- **Problem description**: Your answer should consist of every line in the records that holds "富小路通".

- **Excerpted records**:
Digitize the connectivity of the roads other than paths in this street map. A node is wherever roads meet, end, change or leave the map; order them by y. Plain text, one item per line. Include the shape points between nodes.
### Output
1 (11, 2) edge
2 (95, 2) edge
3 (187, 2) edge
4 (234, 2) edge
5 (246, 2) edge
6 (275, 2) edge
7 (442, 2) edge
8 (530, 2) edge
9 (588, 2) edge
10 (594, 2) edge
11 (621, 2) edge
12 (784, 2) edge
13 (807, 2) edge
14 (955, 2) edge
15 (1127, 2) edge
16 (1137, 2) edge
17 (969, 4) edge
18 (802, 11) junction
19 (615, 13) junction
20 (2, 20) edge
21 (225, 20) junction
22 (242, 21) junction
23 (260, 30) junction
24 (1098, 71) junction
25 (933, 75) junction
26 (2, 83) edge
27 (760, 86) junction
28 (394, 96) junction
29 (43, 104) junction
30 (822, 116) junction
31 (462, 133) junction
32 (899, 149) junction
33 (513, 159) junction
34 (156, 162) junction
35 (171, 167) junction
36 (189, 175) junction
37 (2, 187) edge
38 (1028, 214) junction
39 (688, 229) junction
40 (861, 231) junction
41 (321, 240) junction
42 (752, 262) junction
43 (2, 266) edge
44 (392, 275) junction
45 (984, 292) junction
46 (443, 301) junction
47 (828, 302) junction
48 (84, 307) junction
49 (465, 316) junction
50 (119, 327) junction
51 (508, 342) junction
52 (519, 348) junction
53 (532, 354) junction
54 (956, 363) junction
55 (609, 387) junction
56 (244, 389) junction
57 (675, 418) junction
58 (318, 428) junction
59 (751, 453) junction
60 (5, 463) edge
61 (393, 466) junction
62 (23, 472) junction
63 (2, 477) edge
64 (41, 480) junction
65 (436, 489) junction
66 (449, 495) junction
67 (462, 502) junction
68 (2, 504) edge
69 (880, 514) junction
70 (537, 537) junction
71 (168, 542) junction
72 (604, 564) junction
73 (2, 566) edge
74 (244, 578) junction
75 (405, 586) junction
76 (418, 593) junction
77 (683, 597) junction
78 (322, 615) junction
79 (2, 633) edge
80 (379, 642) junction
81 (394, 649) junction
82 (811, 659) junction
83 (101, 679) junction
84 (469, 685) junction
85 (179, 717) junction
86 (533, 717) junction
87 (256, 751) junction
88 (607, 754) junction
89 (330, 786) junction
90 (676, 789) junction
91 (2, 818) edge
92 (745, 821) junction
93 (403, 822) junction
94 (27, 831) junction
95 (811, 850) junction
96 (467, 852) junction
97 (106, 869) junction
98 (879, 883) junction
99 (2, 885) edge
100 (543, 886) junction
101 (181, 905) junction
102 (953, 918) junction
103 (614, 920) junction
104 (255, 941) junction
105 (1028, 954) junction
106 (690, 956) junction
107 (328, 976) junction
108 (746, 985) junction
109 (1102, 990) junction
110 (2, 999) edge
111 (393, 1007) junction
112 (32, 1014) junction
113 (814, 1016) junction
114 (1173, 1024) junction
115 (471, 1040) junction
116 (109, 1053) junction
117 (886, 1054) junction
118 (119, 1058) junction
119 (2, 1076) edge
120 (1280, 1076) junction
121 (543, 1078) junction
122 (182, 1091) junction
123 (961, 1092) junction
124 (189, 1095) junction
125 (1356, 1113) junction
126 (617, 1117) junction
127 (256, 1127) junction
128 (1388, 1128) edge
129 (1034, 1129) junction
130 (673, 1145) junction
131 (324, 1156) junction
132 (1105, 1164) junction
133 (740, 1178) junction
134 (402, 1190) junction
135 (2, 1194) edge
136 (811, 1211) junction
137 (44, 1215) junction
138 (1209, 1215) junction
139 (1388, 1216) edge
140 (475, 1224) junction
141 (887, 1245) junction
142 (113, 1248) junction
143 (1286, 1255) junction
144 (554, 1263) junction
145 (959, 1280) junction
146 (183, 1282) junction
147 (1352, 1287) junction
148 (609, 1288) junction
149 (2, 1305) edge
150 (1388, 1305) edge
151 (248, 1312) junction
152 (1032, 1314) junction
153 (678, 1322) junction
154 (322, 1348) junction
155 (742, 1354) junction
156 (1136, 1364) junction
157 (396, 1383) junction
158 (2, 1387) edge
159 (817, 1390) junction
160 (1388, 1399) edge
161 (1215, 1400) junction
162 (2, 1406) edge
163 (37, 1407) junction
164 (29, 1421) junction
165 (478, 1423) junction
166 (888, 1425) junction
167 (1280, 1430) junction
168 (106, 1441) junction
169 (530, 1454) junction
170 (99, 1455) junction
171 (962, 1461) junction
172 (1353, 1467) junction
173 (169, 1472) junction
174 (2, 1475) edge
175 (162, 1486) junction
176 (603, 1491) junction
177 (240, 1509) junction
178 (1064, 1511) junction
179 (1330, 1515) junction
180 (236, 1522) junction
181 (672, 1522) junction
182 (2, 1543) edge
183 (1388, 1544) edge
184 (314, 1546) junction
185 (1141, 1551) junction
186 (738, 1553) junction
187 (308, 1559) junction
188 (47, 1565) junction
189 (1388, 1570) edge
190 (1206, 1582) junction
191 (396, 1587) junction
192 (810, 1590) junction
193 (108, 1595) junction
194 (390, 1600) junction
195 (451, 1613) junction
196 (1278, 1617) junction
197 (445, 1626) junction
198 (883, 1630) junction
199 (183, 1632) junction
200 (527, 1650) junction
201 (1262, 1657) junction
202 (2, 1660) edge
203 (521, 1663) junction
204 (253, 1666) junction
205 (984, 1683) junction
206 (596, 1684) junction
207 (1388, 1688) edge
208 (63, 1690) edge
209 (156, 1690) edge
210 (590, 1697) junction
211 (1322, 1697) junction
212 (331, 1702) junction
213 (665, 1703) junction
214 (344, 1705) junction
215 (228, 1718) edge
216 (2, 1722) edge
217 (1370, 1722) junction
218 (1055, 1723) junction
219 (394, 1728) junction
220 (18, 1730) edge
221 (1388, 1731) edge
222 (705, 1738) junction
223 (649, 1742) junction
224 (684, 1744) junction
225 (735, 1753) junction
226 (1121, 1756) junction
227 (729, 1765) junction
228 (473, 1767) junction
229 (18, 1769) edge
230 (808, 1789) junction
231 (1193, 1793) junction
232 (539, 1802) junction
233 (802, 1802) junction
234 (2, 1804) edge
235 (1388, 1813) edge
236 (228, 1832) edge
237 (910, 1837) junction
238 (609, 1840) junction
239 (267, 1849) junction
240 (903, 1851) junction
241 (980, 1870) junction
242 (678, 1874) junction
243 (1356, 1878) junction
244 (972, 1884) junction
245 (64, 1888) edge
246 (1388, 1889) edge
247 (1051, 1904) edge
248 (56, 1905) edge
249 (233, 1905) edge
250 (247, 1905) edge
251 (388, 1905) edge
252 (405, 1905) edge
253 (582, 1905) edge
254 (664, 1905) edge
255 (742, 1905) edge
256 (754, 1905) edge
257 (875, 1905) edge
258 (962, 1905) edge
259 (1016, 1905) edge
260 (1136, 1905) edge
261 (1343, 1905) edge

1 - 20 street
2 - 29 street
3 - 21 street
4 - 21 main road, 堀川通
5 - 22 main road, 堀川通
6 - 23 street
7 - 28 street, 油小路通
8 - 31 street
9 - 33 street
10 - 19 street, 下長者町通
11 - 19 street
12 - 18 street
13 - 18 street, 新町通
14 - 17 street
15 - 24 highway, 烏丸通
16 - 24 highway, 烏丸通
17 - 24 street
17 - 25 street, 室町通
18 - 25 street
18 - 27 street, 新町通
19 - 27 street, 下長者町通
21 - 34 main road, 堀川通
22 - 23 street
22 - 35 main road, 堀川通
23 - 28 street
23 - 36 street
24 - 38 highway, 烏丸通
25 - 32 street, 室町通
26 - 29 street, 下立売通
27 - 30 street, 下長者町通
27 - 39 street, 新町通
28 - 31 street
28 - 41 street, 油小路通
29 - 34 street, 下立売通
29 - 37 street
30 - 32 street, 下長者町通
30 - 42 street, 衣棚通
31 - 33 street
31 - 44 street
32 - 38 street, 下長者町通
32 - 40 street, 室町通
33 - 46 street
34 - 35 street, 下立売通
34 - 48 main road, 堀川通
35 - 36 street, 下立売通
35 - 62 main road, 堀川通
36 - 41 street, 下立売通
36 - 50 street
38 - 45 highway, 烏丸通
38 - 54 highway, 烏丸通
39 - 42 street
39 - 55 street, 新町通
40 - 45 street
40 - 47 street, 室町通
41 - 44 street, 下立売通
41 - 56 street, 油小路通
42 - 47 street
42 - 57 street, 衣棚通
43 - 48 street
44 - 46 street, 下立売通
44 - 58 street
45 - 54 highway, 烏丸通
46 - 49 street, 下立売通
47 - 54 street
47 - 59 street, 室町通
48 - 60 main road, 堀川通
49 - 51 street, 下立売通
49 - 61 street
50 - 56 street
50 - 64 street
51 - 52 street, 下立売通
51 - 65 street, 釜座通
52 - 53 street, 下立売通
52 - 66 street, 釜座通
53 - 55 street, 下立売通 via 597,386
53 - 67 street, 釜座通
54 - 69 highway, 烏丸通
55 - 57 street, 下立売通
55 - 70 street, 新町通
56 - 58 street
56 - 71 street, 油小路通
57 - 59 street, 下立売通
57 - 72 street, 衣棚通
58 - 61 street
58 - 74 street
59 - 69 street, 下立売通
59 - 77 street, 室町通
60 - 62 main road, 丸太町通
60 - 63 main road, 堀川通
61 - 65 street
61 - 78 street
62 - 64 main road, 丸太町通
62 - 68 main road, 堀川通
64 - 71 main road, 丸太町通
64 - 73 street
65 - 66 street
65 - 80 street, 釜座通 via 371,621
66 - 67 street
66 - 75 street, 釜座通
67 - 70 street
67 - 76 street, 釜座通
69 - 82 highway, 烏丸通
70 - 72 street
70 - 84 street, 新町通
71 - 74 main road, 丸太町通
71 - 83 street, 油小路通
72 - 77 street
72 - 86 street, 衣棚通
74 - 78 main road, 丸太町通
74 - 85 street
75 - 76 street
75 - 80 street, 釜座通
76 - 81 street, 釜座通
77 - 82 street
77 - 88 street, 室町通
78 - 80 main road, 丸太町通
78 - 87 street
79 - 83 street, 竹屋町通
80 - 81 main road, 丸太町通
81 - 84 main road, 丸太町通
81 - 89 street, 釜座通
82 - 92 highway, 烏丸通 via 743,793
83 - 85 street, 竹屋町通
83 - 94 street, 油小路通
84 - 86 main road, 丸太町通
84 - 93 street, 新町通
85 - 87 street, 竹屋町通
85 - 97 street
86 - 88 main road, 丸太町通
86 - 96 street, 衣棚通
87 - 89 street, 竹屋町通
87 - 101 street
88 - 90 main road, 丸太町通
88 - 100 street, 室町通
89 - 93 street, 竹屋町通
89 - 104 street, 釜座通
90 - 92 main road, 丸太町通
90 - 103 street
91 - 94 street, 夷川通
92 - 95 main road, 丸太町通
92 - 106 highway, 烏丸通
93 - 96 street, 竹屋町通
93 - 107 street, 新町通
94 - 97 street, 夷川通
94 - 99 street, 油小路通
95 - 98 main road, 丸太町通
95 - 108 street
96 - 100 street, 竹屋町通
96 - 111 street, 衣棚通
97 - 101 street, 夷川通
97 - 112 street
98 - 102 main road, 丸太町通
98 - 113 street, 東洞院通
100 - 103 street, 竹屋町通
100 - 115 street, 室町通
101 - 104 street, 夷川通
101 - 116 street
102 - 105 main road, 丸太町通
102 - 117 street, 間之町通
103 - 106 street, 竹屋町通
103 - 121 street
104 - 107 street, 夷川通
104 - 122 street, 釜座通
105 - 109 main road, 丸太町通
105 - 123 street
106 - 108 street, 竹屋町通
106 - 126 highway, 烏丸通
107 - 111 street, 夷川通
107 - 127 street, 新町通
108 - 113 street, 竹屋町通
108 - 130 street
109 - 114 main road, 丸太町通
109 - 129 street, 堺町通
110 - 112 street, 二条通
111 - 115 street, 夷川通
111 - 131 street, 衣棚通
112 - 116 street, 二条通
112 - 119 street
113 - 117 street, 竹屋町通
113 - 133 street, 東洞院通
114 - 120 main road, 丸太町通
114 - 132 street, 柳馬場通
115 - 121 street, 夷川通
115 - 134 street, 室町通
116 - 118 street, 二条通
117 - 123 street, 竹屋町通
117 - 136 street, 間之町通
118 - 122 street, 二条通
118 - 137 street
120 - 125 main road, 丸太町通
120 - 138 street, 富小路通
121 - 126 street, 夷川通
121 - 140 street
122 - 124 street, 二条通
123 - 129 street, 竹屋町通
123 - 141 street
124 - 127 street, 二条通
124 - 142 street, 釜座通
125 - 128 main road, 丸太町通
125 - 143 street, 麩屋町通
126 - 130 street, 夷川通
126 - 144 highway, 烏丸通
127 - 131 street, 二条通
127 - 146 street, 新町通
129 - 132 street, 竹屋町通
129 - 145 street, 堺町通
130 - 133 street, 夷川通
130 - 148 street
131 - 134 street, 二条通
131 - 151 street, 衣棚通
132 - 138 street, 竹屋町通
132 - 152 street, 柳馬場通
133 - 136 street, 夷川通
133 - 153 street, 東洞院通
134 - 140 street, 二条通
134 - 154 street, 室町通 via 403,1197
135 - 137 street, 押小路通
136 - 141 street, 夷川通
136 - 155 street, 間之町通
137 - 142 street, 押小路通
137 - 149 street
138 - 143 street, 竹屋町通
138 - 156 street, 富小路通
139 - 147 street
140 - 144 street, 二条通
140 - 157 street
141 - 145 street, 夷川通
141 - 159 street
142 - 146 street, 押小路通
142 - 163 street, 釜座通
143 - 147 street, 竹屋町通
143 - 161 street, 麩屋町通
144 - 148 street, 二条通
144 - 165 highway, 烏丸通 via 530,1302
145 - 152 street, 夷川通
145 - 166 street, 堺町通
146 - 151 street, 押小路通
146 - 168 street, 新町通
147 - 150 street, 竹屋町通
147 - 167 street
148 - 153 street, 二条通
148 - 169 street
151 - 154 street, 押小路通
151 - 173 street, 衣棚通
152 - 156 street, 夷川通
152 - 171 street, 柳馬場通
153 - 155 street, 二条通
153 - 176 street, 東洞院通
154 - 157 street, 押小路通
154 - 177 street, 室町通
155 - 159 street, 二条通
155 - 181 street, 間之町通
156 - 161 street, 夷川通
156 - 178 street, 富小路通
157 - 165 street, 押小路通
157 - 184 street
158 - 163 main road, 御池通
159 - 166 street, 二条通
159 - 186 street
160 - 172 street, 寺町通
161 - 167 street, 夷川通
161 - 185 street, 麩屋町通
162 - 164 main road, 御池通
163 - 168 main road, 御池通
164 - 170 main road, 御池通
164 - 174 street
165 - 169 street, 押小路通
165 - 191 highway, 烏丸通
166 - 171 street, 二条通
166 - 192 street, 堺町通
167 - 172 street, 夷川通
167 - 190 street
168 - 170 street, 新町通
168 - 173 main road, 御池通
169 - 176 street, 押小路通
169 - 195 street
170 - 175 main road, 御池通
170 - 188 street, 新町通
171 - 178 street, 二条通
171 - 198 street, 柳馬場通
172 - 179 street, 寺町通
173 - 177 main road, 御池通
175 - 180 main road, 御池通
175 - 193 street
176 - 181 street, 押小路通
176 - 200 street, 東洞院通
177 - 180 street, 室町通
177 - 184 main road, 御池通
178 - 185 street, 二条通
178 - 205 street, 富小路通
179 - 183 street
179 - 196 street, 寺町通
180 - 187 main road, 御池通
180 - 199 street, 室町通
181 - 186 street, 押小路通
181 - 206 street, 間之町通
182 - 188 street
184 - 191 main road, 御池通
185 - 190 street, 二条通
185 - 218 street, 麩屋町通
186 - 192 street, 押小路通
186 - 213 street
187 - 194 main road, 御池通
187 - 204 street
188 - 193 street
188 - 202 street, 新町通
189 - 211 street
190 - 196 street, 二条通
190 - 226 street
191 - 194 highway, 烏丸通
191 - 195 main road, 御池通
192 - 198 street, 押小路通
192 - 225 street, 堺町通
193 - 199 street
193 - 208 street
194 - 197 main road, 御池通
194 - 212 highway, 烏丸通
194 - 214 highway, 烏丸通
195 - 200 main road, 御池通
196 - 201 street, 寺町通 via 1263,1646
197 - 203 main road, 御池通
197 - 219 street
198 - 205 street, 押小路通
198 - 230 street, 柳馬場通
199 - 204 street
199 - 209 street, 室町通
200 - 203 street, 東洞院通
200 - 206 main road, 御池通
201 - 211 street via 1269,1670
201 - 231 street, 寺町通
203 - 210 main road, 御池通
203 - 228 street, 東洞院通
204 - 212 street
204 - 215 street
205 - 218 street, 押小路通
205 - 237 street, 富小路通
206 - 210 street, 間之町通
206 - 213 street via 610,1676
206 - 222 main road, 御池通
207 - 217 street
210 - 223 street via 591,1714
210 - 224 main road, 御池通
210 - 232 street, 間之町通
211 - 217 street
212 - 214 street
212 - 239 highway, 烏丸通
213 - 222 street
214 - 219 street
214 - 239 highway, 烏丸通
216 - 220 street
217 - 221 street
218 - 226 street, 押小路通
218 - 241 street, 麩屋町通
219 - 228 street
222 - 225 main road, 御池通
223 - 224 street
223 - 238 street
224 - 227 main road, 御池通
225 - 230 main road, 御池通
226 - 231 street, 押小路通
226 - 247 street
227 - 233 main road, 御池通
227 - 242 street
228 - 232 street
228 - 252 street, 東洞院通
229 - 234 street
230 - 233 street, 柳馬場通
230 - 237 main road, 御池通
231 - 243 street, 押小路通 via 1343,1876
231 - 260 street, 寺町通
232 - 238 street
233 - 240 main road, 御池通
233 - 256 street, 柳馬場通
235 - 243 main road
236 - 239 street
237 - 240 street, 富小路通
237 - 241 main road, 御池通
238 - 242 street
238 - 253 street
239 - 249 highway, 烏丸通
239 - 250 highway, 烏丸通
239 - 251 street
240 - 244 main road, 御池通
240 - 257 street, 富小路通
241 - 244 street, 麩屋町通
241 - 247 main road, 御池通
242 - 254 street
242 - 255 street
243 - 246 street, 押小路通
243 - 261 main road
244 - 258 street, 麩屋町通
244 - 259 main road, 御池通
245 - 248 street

- **Solution to this problem**:
120 - 138 street, 富小路通
138 - 156 street, 富小路通
156 - 178 street, 富小路通
178 - 205 street, 富小路通
205 - 237 street, 富小路通
237 - 240 street, 富小路通
240 - 257 street, 富小路通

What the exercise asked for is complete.